*What this task involves*.
Could the data underneath be repeated exactly, in full?

Recorded data:
==========

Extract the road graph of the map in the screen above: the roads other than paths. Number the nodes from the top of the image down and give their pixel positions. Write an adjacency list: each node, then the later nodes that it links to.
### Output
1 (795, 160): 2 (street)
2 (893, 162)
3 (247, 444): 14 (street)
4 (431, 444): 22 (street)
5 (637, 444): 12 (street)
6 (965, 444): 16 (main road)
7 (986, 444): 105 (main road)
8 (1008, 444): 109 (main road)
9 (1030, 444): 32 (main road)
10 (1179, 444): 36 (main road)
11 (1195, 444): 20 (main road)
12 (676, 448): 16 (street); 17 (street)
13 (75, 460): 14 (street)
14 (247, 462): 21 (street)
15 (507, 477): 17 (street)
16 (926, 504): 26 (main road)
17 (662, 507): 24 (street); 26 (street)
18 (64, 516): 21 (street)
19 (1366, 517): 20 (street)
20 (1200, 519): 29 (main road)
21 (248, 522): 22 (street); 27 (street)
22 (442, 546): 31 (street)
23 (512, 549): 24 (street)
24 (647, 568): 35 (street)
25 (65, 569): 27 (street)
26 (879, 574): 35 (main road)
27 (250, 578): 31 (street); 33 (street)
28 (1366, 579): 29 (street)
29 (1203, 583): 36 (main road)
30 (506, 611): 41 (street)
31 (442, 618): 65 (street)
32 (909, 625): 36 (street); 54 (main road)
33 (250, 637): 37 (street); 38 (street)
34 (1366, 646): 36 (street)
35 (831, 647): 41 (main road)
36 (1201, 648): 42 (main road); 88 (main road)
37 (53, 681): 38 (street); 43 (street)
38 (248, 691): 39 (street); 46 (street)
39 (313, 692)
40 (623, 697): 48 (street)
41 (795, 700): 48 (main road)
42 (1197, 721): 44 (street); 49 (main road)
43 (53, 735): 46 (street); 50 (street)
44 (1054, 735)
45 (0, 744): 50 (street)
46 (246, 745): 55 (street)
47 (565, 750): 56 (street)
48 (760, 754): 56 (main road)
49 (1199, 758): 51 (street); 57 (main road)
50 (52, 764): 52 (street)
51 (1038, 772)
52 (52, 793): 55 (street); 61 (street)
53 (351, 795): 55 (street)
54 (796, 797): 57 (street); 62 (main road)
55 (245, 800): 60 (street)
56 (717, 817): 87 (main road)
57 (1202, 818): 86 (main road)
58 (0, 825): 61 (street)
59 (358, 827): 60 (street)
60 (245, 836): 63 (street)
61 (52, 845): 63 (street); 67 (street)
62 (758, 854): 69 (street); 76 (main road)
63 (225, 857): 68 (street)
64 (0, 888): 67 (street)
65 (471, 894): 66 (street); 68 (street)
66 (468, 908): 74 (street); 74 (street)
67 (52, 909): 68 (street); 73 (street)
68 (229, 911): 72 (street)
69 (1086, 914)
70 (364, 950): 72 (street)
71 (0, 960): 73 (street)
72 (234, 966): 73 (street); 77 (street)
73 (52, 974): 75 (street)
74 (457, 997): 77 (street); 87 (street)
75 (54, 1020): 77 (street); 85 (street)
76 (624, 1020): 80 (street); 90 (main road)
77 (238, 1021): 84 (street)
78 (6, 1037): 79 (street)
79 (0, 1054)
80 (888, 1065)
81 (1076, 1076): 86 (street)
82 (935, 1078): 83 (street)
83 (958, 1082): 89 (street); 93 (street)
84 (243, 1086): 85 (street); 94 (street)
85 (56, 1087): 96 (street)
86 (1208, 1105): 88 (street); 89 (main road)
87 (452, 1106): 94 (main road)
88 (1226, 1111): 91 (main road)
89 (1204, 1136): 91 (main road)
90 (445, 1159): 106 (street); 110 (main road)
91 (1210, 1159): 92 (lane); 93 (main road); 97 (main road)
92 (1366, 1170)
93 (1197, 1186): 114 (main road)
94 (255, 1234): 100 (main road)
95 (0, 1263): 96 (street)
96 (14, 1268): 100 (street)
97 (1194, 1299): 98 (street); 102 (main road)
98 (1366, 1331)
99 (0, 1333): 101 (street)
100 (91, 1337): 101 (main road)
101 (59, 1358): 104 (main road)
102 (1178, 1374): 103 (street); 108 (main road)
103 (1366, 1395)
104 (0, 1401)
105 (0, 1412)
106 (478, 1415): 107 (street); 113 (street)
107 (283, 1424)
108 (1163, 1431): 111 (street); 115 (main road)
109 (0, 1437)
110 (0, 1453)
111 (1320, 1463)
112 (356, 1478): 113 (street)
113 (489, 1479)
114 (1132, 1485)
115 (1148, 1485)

==========

*Task solution*.
Extract the road graph of the map in the screen above: the roads other than paths. Number the nodes from the top of the image down and give their pixel positions. Write an adjacency list: each node, then the later nodes that it links to.
### Output
1 (795, 160): 2 (street)
2 (893, 162)
3 (247, 444): 14 (street)
4 (431, 444): 22 (street)
5 (637, 444): 12 (street)
6 (965, 444): 16 (main road)
7 (986, 444): 105 (main road)
8 (1008, 444): 109 (main road)
9 (1030, 444): 32 (main road)
10 (1179, 444): 36 (main road)
11 (1195, 444): 20 (main road)
12 (676, 448): 16 (street); 17 (street)
13 (75, 460): 14 (street)
14 (247, 462): 21 (street)
15 (507, 477): 17 (street)
16 (926, 504): 26 (main road)
17 (662, 507): 24 (street); 26 (street)
18 (64, 516): 21 (street)
19 (1366, 517): 20 (street)
20 (1200, 519): 29 (main road)
21 (248, 522): 22 (street); 27 (street)
22 (442, 546): 31 (street)
23 (512, 549): 24 (street)
24 (647, 568): 35 (street)
25 (65, 569): 27 (street)
26 (879, 574): 35 (main road)
27 (250, 578): 31 (street); 33 (street)
28 (1366, 579): 29 (street)
29 (1203, 583): 36 (main road)
30 (506, 611): 41 (street)
31 (442, 618): 65 (street)
32 (909, 625): 36 (street); 54 (main road)
33 (250, 637): 37 (street); 38 (street)
34 (1366, 646): 36 (street)
35 (831, 647): 41 (main road)
36 (1201, 648): 42 (main road); 88 (main road)
37 (53, 681): 38 (street); 43 (street)
38 (248, 691): 39 (street); 46 (street)
39 (313, 692)
40 (623, 697): 48 (street)
41 (795, 700): 48 (main road)
42 (1197, 721): 44 (street); 49 (main road)
43 (53, 735): 46 (street); 50 (street)
44 (1054, 735)
45 (0, 744): 50 (street)
46 (246, 745): 55 (street)
47 (565, 750): 56 (street)
48 (760, 754): 56 (main road)
49 (1199, 758): 51 (street); 57 (main road)
50 (52, 764): 52 (street)
51 (1038, 772)
52 (52, 793): 55 (street); 61 (street)
53 (351, 795): 55 (street)
54 (796, 797): 57 (street); 62 (main road)
55 (245, 800): 60 (street)
56 (717, 817): 87 (main road)
57 (1202, 818): 86 (main road)
58 (0, 825): 61 (street)
59 (358, 827): 60 (street)
60 (245, 836): 63 (street)
61 (52, 845): 63 (street); 67 (street)
62 (758, 854): 69 (street); 76 (main road)
63 (225, 857): 68 (street)
64 (0, 888): 67 (street)
65 (471, 894): 66 (street); 68 (street)
66 (468, 908): 74 (street); 74 (street)
67 (52, 909): 68 (street); 73 (street)
68 (229, 911): 72 (street)
69 (1086, 914)
70 (364, 950): 72 (street)
71 (0, 960): 73 (street)
72 (234, 966): 73 (street); 77 (street)
73 (52, 974): 75 (street)
74 (457, 997): 77 (street); 87 (street)
75 (54, 1020): 77 (street); 85 (street)
76 (624, 1020): 80 (street); 90 (main road)
77 (238, 1021): 84 (street)
78 (6, 1037): 79 (street)
79 (0, 1054)
80 (888, 1065)
81 (1076, 1076): 86 (street)
82 (935, 1078): 83 (street)
83 (958, 1082): 89 (street); 93 (street)
84 (243, 1086): 85 (street); 94 (street)
85 (56, 1087): 96 (street)
86 (1208, 1105): 88 (street); 89 (main road)
87 (452, 1106): 94 (main road)
88 (1226, 1111): 91 (main road)
89 (1204, 1136): 91 (main road)
90 (445, 1159): 106 (street); 110 (main road)
91 (1210, 1159): 92 (lane); 93 (main road); 97 (main road)
92 (1366, 1170)
93 (1197, 1186): 114 (main road)
94 (255, 1234): 100 (main road)
95 (0, 1263): 96 (street)
96 (14, 1268): 100 (street)
97 (1194, 1299): 98 (street); 102 (main road)
98 (1366, 1331)
99 (0, 1333): 101 (street)
100 (91, 1337): 101 (main road)
101 (59, 1358): 104 (main road)
102 (1178, 1374): 103 (street); 108 (main road)
103 (1366, 1395)
104 (0, 1401)
105 (0, 1412)
106 (478, 1415): 107 (street); 113 (street)
107 (283, 1424)
108 (1163, 1431): 111 (street); 115 (main road)
109 (0, 1437)
110 (0, 1453)
111 (1320, 1463)
112 (356, 1478): 113 (street)
113 (489, 1479)
114 (1132, 1485)
115 (1148, 1485)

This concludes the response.